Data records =
________________
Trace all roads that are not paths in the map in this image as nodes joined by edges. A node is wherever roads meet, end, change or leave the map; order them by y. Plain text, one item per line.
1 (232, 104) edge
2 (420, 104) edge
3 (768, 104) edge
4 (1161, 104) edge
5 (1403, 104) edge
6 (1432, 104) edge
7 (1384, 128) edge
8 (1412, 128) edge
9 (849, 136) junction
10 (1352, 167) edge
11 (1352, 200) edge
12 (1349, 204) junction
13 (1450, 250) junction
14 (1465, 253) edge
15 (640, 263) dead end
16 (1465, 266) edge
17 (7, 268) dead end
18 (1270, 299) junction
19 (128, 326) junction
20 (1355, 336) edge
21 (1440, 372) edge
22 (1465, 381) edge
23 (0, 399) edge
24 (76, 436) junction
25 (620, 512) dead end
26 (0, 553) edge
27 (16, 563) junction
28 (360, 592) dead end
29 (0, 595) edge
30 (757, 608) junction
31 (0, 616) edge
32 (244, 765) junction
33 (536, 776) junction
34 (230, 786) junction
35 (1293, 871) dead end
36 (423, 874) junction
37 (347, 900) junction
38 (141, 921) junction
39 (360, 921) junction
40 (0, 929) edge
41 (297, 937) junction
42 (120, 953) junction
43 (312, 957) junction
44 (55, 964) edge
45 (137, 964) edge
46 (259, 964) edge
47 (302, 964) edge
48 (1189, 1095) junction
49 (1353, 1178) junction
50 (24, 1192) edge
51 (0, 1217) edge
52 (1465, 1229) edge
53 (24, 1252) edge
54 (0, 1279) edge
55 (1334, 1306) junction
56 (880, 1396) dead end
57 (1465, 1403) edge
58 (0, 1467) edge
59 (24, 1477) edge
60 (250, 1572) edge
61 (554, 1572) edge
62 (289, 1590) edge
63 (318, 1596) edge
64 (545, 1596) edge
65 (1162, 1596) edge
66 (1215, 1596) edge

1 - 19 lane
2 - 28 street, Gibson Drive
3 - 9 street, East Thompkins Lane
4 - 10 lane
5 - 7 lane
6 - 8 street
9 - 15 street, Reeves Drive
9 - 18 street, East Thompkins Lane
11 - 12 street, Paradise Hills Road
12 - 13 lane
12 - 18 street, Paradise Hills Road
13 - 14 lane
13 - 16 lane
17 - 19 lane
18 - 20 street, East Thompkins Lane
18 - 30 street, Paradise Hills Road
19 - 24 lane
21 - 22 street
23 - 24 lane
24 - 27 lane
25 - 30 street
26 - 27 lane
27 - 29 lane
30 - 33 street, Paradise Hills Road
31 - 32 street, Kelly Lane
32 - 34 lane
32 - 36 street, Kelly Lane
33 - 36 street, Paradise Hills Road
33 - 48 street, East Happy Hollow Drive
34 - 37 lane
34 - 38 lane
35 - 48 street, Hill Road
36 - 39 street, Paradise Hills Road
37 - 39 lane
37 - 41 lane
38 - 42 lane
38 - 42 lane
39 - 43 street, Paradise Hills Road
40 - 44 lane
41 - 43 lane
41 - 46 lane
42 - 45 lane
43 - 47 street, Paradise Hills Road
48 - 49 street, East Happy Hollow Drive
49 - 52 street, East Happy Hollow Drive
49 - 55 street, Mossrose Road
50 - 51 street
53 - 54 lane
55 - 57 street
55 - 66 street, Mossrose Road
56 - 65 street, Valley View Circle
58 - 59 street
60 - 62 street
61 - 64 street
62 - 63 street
________________
EXERCISE GOAL = Repeat all the lines above verbatim.

SOLVED PROBLEM =
Trace all roads that are not paths in the map in this image as nodes joined by edges. A node is wherever roads meet, end, change or leave the map; order them by y. Plain text, one item per line.
1 (232, 104) edge
2 (420, 104) edge
3 (768, 104) edge
4 (1161, 104) edge
5 (1403, 104) edge
6 (1432, 104) edge
7 (1384, 128) edge
8 (1412, 128) edge
9 (849, 136) junction
10 (1352, 167) edge
11 (1352, 200) edge
12 (1349, 204) junction
13 (1450, 250) junction
14 (1465, 253) edge
15 (640, 263) dead end
16 (1465, 266) edge
17 (7, 268) dead end
18 (1270, 299) junction
19 (128, 326) junction
20 (1355, 336) edge
21 (1440, 372) edge
22 (1465, 381) edge
23 (0, 399) edge
24 (76, 436) junction
25 (620, 512) dead end
26 (0, 553) edge
27 (16, 563) junction
28 (360, 592) dead end
29 (0, 595) edge
30 (757, 608) junction
31 (0, 616) edge
32 (244, 765) junction
33 (536, 776) junction
34 (230, 786) junction
35 (1293, 871) dead end
36 (423, 874) junction
37 (347, 900) junction
38 (141, 921) junction
39 (360, 921) junction
40 (0, 929) edge
41 (297, 937) junction
42 (120, 953) junction
43 (312, 957) junction
44 (55, 964) edge
45 (137, 964) edge
46 (259, 964) edge
47 (302, 964) edge
48 (1189, 1095) junction
49 (1353, 1178) junction
50 (24, 1192) edge
51 (0, 1217) edge
52 (1465, 1229) edge
53 (24, 1252) edge
54 (0, 1279) edge
55 (1334, 1306) junction
56 (880, 1396) dead end
57 (1465, 1403) edge
58 (0, 1467) edge
59 (24, 1477) edge
60 (250, 1572) edge
61 (554, 1572) edge
62 (289, 1590) edge
63 (318, 1596) edge
64 (545, 1596) edge
65 (1162, 1596) edge
66 (1215, 1596) edge

1 - 19 lane
2 - 28 street, Gibson Drive
3 - 9 street, East Thompkins Lane
4 - 10 lane
5 - 7 lane
6 - 8 street
9 - 15 street, Reeves Drive
9 - 18 street, East Thompkins Lane
11 - 12 street, Paradise Hills Road
12 - 13 lane
12 - 18 street, Paradise Hills Road
13 - 14 lane
13 - 16 lane
17 - 19 lane
18 - 20 street, East Thompkins Lane
18 - 30 street, Paradise Hills Road
19 - 24 lane
21 - 22 street
23 - 24 lane
24 - 27 lane
25 - 30 street
26 - 27 lane
27 - 29 lane
30 - 33 street, Paradise Hills Road
31 - 32 street, Kelly Lane
32 - 34 lane
32 - 36 street, Kelly Lane
33 - 36 street, Paradise Hills Road
33 - 48 street, East Happy Hollow Drive
34 - 37 lane
34 - 38 lane
35 - 48 street, Hill Road
36 - 39 street, Paradise Hills Road
37 - 39 lane
37 - 41 lane
38 - 42 lane
38 - 42 lane
39 - 43 street, Paradise Hills Road
40 - 44 lane
41 - 43 lane
41 - 46 lane
42 - 45 lane
43 - 47 street, Paradise Hills Road
48 - 49 street, East Happy Hollow Drive
49 - 52 street, East Happy Hollow Drive
49 - 55 street, Mossrose Road
50 - 51 street
53 - 54 lane
55 - 57 street
55 - 66 street, Mossrose Road
56 - 65 street, Valley View Circle
58 - 59 street
60 - 62 street
61 - 64 street
62 - 63 street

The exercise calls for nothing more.